• _Task goal_: Each line of the data below that contains "label" must be copied.

== Segment start ==

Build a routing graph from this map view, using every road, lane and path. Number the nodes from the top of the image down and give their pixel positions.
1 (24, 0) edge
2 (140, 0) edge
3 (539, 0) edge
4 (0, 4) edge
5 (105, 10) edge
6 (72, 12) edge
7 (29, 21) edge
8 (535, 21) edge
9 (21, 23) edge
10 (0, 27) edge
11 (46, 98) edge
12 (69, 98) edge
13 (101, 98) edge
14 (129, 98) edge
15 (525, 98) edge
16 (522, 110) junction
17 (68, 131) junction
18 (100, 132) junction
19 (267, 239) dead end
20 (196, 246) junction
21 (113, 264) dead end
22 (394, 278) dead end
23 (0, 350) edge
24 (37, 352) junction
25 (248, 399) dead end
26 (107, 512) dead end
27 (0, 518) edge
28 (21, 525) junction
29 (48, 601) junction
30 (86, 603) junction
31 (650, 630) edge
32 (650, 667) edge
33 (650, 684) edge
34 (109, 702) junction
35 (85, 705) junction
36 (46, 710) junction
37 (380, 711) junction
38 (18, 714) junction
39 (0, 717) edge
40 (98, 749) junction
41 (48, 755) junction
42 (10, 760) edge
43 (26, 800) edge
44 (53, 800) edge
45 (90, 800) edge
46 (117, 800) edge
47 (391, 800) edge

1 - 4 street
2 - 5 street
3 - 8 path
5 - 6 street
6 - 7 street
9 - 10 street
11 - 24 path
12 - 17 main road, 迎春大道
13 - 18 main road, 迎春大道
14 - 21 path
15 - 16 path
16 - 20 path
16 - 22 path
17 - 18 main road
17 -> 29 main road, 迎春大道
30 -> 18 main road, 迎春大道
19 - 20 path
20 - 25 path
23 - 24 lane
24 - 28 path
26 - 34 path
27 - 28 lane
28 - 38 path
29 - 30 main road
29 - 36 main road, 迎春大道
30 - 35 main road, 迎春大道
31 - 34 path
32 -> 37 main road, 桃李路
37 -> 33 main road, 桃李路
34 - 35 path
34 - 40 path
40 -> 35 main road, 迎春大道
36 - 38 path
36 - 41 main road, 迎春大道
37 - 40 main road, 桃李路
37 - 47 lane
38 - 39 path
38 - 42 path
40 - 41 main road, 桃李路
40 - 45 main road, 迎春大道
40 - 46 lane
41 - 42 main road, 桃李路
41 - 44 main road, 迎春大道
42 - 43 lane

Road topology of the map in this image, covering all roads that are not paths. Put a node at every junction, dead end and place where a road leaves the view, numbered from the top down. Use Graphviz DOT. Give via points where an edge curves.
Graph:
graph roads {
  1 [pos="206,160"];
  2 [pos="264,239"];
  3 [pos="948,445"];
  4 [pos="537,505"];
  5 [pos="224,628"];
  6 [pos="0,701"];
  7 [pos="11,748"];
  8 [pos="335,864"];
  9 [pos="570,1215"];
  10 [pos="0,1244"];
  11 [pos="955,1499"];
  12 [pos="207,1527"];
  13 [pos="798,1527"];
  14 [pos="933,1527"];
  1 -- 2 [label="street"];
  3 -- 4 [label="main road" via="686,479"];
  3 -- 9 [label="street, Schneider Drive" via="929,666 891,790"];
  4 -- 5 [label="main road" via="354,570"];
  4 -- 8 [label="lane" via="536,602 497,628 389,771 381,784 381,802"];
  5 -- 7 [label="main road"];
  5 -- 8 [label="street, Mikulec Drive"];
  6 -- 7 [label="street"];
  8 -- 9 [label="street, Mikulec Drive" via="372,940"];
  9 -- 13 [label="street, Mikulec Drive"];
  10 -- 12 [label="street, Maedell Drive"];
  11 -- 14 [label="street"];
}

== Segment end ==

• _The answer_:
  1 -- 2 [label="street"];
  3 -- 4 [label="main road" via="686,479"];
  3 -- 9 [label="street, Schneider Drive" via="929,666 891,790"];
  4 -- 5 [label="main road" via="354,570"];
  4 -- 8 [label="lane" via="536,602 497,628 389,771 381,784 381,802"];
  5 -- 7 [label="main road"];
  5 -- 8 [label="street, Mikulec Drive"];
  6 -- 7 [label="street"];
  8 -- 9 [label="street, Mikulec Drive" via="372,940"];
  9 -- 13 [label="street, Mikulec Drive"];
  10 -- 12 [label="street, Maedell Drive"];
  11 -- 14 [label="street"];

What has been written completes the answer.